Military prosecutors in Moscow launched a criminal probe Tuesday into how a Russian soldier sneaked into the U.S. Embassy compound and was shot and wounded by a Marine guard.
The soldier, 19-year-old Yevgeny Ivanov, broke into the compound Monday evening and tried to take a car, which he then crashed, the Russian Foreign Ministry said in a statement Tuesday. A U.S. Marine guard was involved in the shooting, said an embassy spokeswoman, who asked not to be identified.
"He was warned several times to stop. He was subdued by force," said an embassy statement.
At the Sklifosofsky Hospital, director general Alexander Yermolov said Tuesday that the Russian soldier suffered five bullet wounds to his cheek, jaw, chest and forearm and was in stable condition following an operation.
The Foreign Ministry said Ivanov was accompanied by another soldier from his unit, whom it identified as 22-year-old Yevgeny Tailakov. It said Tailakov stayed outside the embassy fence during the incident, fled and was detained about two hours later.
Both soldiers had deserted their military construction unit, according to Russian news reports. The Foreign Ministry said they were heavily intoxicated at the time of the incident.
U.S. State Department spokesman James P. Rubin said the driver aimed the car at an embassy guard, who jumped on the hood. Diplomatic security agents ordered the driver in Russian and English to stop, but the driver refused and rammed several vehicles including the ambassador's limousine, Rubin said.
The driver then drove the car into an occupied guard booth and tried to run down the guard as he fled, at which point "several shots were fired at the driver," Rubin said, without specifying who fired the shots.
The military prosecutor's office in Moscow said it had opened a criminal probe against Ivanov on suspicion of stealing a vehicle.
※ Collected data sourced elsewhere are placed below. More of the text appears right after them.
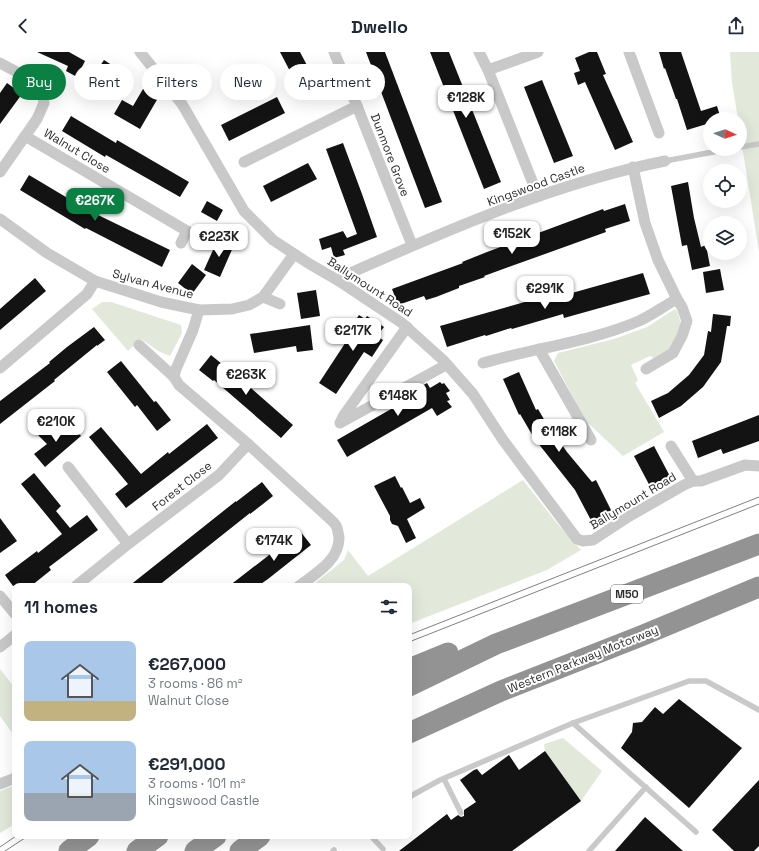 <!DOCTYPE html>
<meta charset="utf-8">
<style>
:root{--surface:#fff;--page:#f6f6f7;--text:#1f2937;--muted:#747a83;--accent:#0b8043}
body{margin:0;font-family:"Space Grotesk",sans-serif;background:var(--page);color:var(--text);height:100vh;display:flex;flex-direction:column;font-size:15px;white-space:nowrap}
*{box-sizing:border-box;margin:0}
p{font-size:13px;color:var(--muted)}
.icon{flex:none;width:22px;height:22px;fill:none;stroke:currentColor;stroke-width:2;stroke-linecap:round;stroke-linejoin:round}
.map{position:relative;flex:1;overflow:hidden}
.details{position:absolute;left:12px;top:531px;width:400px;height:256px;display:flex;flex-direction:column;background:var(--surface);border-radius:8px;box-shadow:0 4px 16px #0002}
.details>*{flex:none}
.banner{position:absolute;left:12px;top:12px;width:400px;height:36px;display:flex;gap:8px}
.needle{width:26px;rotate:93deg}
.tools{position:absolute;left:703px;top:60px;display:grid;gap:8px}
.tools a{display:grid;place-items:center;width:44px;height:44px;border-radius:50%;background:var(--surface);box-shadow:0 4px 16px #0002;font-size:20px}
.price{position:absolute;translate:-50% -34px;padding:0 9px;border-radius:8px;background:#fff;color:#222;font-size:13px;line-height:26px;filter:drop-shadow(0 1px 2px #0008)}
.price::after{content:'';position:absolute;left:50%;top:24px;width:12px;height:9px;margin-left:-6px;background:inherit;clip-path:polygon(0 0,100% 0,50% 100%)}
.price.current{background:var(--accent);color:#fff}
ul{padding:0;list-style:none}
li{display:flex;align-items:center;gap:12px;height:100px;padding:0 12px}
li span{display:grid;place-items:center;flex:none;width:112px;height:80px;border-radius:8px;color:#555}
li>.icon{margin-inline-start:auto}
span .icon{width:48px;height:48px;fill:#fffc;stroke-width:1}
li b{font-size:17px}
h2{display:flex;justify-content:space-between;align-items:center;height:48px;padding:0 12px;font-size:17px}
.tag{padding:0 14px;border-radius:18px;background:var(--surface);box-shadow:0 4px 16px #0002;font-size:14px;line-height:36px}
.tag.current{background:var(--accent);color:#fff}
header{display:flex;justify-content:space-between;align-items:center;height:52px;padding:0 12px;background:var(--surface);font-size:18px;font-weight:800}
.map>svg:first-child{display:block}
.green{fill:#e2e9db}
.building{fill:#131313}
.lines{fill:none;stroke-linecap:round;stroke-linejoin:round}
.service{stroke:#c9c9c9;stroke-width:5.5}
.minor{stroke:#c9c9c9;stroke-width:11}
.motorway{stroke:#939393;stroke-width:21}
.tram{stroke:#818181;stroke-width:1}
.labels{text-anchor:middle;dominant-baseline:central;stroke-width:4;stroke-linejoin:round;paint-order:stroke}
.shield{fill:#fff;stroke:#6b6b6b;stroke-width:1}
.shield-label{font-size:11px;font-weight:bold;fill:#2c2c2c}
.street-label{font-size:12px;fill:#2c2c2c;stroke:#fff}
</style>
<header><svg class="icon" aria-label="back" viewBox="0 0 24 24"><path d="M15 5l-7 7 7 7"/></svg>Dwello<svg class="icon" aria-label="share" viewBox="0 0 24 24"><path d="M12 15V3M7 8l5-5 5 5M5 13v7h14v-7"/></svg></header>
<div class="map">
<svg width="759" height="799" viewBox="0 0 759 799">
<rect width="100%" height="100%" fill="#fff"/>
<!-- green -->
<g class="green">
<polygon points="730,0 759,0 759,200 740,81 740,67 738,67 732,31"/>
<polygon points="102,250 111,250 181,273 182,281 170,304 160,300 141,287 128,299 92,257"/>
<polygon points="675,257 677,259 681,271 679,282 669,298 654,306 650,304 631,313 638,328 635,331 664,380 623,404 585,368 554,309 558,301 614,287 647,275"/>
<polygon points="523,428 556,470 581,498 547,518 409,572 409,534 311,534 344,508 348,498 368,524"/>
<polygon points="0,617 15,636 15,685 0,664"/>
<polygon points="563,686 602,719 581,749 545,699 544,692"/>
<polygon points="15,733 15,772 0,781 0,739"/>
</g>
<!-- building -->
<g class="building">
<polygon points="37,0 69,0 85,9 77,25 66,19 68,14"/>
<polygon points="280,0 300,0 321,40 305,48"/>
<polygon points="366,0 385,0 442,150 425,156"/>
<polygon points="430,0 449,0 501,130 484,137"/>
<polygon points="589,0 597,0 606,22 603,23 633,90 615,98 585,30 578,33 574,21 580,19 575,6"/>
<polygon points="659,0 681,0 701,59 717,54 721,67 710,67 710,71 687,78 677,47 676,47 665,16 664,17"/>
<polygon points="104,8 124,21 115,36 94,23"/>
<polygon points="542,28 573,104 554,111 524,35"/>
<polygon points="7,31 22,42 0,72 0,41"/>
<polygon points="143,37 158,46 140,77 114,62 122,48 133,54"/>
<polygon points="277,45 285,61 229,89 221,73"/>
<polygon points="71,64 116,91 117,88 189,130 180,145 106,103 105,105 62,79"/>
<polygon points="343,91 362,142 377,185 343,198 345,203 334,206 331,195 322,198 319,187 343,179 347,186 357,182 326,97"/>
<polygon points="308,111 317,127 271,150 263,134"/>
<polygon points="29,123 96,163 96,162 170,198 162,215 86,176 85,177 20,138"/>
<polygon points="688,130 694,166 701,195 706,193 710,214 692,218 687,193 682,194 671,134"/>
<polygon points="207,149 223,158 217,169 201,160"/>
<polygon points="625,152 630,169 605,177 606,180 484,224 485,225 459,234 459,236 436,245 426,248 424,244 398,253 392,237 463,211 462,210 487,200 584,164 603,157 604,159"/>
<polygon points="218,187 234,193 220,225 204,218"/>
<polygon points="192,212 206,223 192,242 178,231"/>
<polygon points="720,217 724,238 706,241 703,220"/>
<polygon points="643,221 650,242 564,266 563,262 512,277 511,276 486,284 485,283 447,295 440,274 546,244 547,248"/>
<polygon points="35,226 46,239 0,278 0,257"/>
<polygon points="316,238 320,264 301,267 297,241"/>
<polygon points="713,262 731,264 730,274 727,274 721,310 703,335 681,354 659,366 651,349 668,341 689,323 704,303 708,279 711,280"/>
<polygon points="359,263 365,267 367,264 384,275 377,284 383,288 372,305 364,300 336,342 319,331 355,276 352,274"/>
<polygon points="310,273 313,298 297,300 296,294 254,301 250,282"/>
<polygon points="94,275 105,288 97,294 97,293 54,328 55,329 0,372 0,349 50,311 49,310 67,295"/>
<polygon points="211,303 228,317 228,316 293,373 281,386 214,328 213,329 199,318"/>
<polygon points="121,309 154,350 156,349 171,368 157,379 137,353 135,355 107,320"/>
<polygon points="519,320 536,358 538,357 552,381 553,380 567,400 592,430 596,428 614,464 594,474 575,438 534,386 520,362 519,363 503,327"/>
<polygon points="440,330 442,332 444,331 450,339 446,341 450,348 447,349 452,355 437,364 432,356 347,405 337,388 412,345 409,341 427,331 430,336"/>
<polygon points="759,363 759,389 723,402 721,397 698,406 692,389"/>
<polygon points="50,372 59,382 71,372 81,384 45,415 34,402 47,392 38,383"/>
<polygon points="207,372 218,386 126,456 115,442 128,432 89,385 101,375 141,422 168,400 169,402"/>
<polygon points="654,394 673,430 653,440 634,404"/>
<polygon points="34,421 61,454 56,459 70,476 87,463 98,478 49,515 51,518 31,534 13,534 5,523 37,499 38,501 62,482 21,432"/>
<polygon points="395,424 401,436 402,435 410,451 420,446 425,456 407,467 416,486 406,491 398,474 392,472 390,468 390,464 374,434"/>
<polygon points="262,430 273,444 263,452 250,462 250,461 158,534 129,534 236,449 236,450"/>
<polygon points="0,466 17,489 0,501"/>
<polygon points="300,479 311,493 268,527 258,534 229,534"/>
<polygon points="679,647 742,696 689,756 621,696 632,680 633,671 642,670 655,655 663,662"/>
<polygon points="545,699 581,749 512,799 399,799 447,762 451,768 458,763 461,765 464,764 464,758 476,750 460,728 474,718 477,717 482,723 509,703 519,718"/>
<polygon points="759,728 759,794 754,799 734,799 712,778"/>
<polygon points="645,765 683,799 615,799"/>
</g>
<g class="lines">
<!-- service -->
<g class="service">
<polyline points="740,95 759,92"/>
<polyline points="665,109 729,97"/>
<polyline points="573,671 696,780"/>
<polyline points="444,727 461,761"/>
<polyline points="409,745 440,728 573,671 689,629 706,629 759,658"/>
<polyline points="371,784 383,797"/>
<polyline points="333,799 334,798"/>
<polyline points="589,799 646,735"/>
</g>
<!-- minor -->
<g class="minor">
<polyline points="140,0 182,52 244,159 273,188 308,211 339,229 402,271 443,308 473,342 503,388 577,487 583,489 593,488 628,465 684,433 693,429 701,429 745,413 759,414"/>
<polyline points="334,0 357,54 412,193"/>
<polyline points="479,0 488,18 538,144"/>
<polyline points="629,0 659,81"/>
<polyline points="0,11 34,29 42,40 44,51 37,67 0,120"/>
<polyline points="488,18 538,0"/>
<polyline points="25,84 187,179 181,191"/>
<polyline points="244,110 357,54"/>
<polyline points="633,115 645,171 658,208 677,247 682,255 687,269 682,284 673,301 646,317"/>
<polyline points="0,167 47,201 95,229 161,250 199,258 232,257 249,253 263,245 294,202"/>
<path d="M339 229 348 222C450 177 555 131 665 109"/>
<polyline points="263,245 280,252"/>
<path d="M199 258 193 278 176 317 174 325 179 333 248 392 329 466C332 469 336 472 337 476 338 478 338 482 339 485 340 508 315 522 299 534"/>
<polyline points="407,275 344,363 340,371 446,313"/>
<polyline points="139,293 174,325"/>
<polyline points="539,297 591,388"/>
<path d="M483 311C535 296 589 290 639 269 652 263 664 254 677 247"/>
<polyline points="0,316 87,242 95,229"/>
<polyline points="671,394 693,429"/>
<polyline points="68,415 128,492"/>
<polyline points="76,534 128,492 219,423 248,392"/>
<polyline points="0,544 15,562"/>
<polyline points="0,595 15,583"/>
<polyline points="0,732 15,726"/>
</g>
<!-- motorway -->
<g class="motorway">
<polyline points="409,617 448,601"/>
<polyline points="409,634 496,592 759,492"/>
<polyline points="409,681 501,639 641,584 759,535"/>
<polyline points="69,799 89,784"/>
<polyline points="137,799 158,784"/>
<polyline points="195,799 216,784"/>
<polyline points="240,799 260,784"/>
</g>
<!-- tram -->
<g class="tram">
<polyline points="409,583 759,445"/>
<polyline points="409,590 759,452"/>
<polyline points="0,795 16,784"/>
<polyline points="5,799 28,784"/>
</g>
</g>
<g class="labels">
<!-- shield labels -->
<rect class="shield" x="611" y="533" width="32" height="18" rx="3"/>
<g class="shield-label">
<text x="627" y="542">M50</text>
</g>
<!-- street labels -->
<g class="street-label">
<text transform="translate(77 99) rotate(31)">Walnut Close</text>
<text transform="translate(390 103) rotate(69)">Dunmore Grove</text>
<text transform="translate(536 133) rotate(-20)">Kingswood Castle</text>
<text transform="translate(153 232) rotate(15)">Sylvan Avenue</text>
<text transform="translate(370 235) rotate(33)">Ballymount Road</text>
<text transform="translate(182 434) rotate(-38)">Forest Close</text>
<text transform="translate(633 449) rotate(-31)">Ballymount Road</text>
<text transform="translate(583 607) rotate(-22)">Western Parkway Motorway</text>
</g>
</g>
</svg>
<div class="tools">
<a><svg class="needle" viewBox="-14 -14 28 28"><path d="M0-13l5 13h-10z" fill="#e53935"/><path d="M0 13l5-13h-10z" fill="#747a83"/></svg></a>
<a><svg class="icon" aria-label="locate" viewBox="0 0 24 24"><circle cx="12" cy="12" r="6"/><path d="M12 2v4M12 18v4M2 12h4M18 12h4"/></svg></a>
<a><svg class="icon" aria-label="layers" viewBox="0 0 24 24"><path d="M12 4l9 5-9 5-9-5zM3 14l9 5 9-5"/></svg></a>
</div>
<b class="price" style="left:466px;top:67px">€128K</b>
<b class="price current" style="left:95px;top:170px">€267K</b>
<b class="price" style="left:512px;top:203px">€152K</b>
<b class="price" style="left:219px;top:206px">€223K</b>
<b class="price" style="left:545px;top:258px">€291K</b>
<b class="price" style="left:353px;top:300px">€217K</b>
<b class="price" style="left:246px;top:344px">€263K</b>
<b class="price" style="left:398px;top:365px">€148K</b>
<b class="price" style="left:56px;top:391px">€210K</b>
<b class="price" style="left:559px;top:401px">€118K</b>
<b class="price" style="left:274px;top:510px">€174K</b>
<div class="banner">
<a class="tag current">Buy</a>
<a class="tag">Rent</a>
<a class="tag">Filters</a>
<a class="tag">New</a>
<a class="tag">Apartment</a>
</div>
<section class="details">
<h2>11 homes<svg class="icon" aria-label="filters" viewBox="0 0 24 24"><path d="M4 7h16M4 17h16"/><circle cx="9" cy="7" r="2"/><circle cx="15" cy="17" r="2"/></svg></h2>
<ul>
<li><span style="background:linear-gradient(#a9c7e8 75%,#c2b280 0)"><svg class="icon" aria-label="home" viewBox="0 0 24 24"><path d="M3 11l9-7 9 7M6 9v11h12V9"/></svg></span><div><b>€267,000</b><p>3 rooms · 86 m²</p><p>Walnut Close</p></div></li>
<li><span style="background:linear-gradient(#a9c7e8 65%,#9aa5b1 0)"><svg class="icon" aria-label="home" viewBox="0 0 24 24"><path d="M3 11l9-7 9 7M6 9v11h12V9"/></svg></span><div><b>€291,000</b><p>3 rooms · 101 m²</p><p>Kingswood Castle</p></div></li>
</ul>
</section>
</div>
If convicted, he faces up to three years in prison, while desertion may add to his term.
In a statement cited by the Interfax news agency, the prosecutor's office said there were no immediate reasons to suspect "that the U.S. Marine who opened fire at the soldier had acted inadequately."
The shooting was the latest in a series of security incidents around the embassy, an imposing yellow and white building which faces the busy Garden Ring thoroughfare not far from the Kremlin.
On March 28, 1999, gunmen armed with grenade-launchers and an assault rifle sprayed gunfire at the main building before being driven off by police firing pistols.
The attack was believed linked to protests against NATO's bombing of Yugoslavia and followed several days of noisy demonstrations during which protesters pelted the embassy with eggs and paint.
In September 1995, an attacker fired a rocket-propelled grenade into an empty embassy office less than a month after a bomb was found and dismantled near the building. Another bomb damaged a ar near the embassy about a year ago following telephone threats over U.S. attacks on Iraq.